_WHAT IS NEEDED_. Leaving out the pictures, output each record exactly as it stands.

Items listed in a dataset
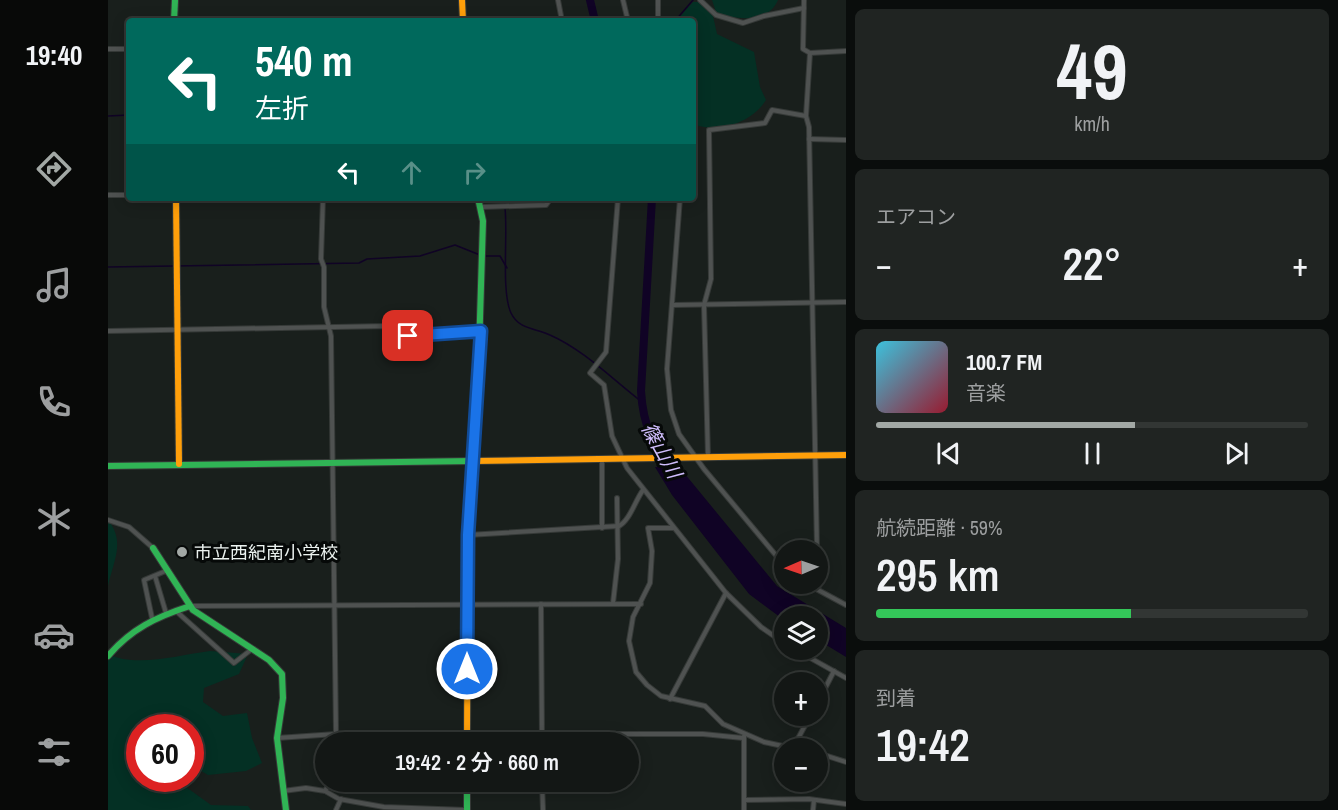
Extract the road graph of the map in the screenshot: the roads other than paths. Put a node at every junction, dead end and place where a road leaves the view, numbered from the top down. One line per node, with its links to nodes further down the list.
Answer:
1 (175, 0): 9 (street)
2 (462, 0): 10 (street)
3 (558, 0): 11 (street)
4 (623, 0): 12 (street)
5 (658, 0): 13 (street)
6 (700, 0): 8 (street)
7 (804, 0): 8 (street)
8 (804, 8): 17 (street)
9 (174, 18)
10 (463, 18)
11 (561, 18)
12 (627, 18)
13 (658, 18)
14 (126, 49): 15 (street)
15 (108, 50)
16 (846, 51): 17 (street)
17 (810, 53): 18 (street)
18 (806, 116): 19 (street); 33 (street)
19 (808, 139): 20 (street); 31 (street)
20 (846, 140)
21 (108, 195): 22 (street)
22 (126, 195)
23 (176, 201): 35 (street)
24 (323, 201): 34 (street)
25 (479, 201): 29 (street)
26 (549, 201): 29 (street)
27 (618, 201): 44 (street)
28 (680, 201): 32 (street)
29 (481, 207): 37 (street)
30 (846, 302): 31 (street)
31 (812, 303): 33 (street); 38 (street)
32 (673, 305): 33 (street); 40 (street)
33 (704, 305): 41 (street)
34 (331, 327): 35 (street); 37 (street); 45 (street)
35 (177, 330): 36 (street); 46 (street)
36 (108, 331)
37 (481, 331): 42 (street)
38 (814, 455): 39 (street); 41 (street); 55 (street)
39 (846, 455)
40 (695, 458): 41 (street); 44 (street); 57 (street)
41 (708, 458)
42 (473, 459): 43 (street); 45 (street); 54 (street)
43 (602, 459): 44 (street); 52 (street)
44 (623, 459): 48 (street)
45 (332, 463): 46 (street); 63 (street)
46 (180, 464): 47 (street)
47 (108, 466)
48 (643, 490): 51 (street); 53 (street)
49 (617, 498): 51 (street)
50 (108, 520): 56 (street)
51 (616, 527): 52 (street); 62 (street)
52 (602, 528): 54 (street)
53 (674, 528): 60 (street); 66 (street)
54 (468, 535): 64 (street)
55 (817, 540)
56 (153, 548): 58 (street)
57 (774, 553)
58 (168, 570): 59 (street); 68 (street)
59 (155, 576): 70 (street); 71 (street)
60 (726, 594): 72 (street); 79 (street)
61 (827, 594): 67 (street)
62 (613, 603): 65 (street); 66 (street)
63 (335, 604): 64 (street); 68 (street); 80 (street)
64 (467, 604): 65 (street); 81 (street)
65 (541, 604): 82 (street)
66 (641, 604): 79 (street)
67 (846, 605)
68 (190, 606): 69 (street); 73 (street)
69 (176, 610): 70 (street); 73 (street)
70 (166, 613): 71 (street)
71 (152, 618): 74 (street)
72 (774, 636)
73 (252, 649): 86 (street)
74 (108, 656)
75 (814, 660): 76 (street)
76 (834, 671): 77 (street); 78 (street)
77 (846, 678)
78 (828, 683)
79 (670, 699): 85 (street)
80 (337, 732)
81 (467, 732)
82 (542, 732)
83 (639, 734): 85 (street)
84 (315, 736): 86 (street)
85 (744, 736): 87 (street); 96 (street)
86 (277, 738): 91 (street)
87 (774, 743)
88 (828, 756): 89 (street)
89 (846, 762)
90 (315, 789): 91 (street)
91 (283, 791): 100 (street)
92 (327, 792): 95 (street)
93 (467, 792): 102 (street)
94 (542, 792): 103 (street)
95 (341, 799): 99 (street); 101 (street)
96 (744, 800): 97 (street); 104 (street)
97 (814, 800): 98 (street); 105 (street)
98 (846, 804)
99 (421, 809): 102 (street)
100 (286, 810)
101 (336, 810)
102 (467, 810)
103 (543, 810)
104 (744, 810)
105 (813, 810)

_WRITTEN REPLY_.
Extract the road graph of the map in the screenshot: the roads other than paths. Put a node at every junction, dead end and place where a road leaves the view, numbered from the top down. One line per node, with its links to nodes further down the list.
Answer:
1 (175, 0): 9 (street)
2 (462, 0): 10 (street)
3 (558, 0): 11 (street)
4 (623, 0): 12 (street)
5 (658, 0): 13 (street)
6 (700, 0): 8 (street)
7 (804, 0): 8 (street)
8 (804, 8): 17 (street)
9 (174, 18)
10 (463, 18)
11 (561, 18)
12 (627, 18)
13 (658, 18)
14 (126, 49): 15 (street)
15 (108, 50)
16 (846, 51): 17 (street)
17 (810, 53): 18 (street)
18 (806, 116): 19 (street); 33 (street)
19 (808, 139): 20 (street); 31 (street)
20 (846, 140)
21 (108, 195): 22 (street)
22 (126, 195)
23 (176, 201): 35 (street)
24 (323, 201): 34 (street)
25 (479, 201): 29 (street)
26 (549, 201): 29 (street)
27 (618, 201): 44 (street)
28 (680, 201): 32 (street)
29 (481, 207): 37 (street)
30 (846, 302): 31 (street)
31 (812, 303): 33 (street); 38 (street)
32 (673, 305): 33 (street); 40 (street)
33 (704, 305): 41 (street)
34 (331, 327): 35 (street); 37 (street); 45 (street)
35 (177, 330): 36 (street); 46 (street)
36 (108, 331)
37 (481, 331): 42 (street)
38 (814, 455): 39 (street); 41 (street); 55 (street)
39 (846, 455)
40 (695, 458): 41 (street); 44 (street); 57 (street)
41 (708, 458)
42 (473, 459): 43 (street); 45 (street); 54 (street)
43 (602, 459): 44 (street); 52 (street)
44 (623, 459): 48 (street)
45 (332, 463): 46 (street); 63 (street)
46 (180, 464): 47 (street)
47 (108, 466)
48 (643, 490): 51 (street); 53 (street)
49 (617, 498): 51 (street)
50 (108, 520): 56 (street)
51 (616, 527): 52 (street); 62 (street)
52 (602, 528): 54 (street)
53 (674, 528): 60 (street); 66 (street)
54 (468, 535): 64 (street)
55 (817, 540)
56 (153, 548): 58 (street)
57 (774, 553)
58 (168, 570): 59 (street); 68 (street)
59 (155, 576): 70 (street); 71 (street)
60 (726, 594): 72 (street); 79 (street)
61 (827, 594): 67 (street)
62 (613, 603): 65 (street); 66 (street)
63 (335, 604): 64 (street); 68 (street); 80 (street)
64 (467, 604): 65 (street); 81 (street)
65 (541, 604): 82 (street)
66 (641, 604): 79 (street)
67 (846, 605)
68 (190, 606): 69 (street); 73 (street)
69 (176, 610): 70 (street); 73 (street)
70 (166, 613): 71 (street)
71 (152, 618): 74 (street)
72 (774, 636)
73 (252, 649): 86 (street)
74 (108, 656)
75 (814, 660): 76 (street)
76 (834, 671): 77 (street); 78 (street)
77 (846, 678)
78 (828, 683)
79 (670, 699): 85 (street)
80 (337, 732)
81 (467, 732)
82 (542, 732)
83 (639, 734): 85 (street)
84 (315, 736): 86 (street)
85 (744, 736): 87 (street); 96 (street)
86 (277, 738): 91 (street)
87 (774, 743)
88 (828, 756): 89 (street)
89 (846, 762)
90 (315, 789): 91 (street)
91 (283, 791): 100 (street)
92 (327, 792): 95 (street)
93 (467, 792): 102 (street)
94 (542, 792): 103 (street)
95 (341, 799): 99 (street); 101 (street)
96 (744, 800): 97 (street); 104 (street)
97 (814, 800): 98 (street); 105 (street)
98 (846, 804)
99 (421, 809): 102 (street)
100 (286, 810)
101 (336, 810)
102 (467, 810)
103 (543, 810)
104 (744, 810)
105 (813, 810)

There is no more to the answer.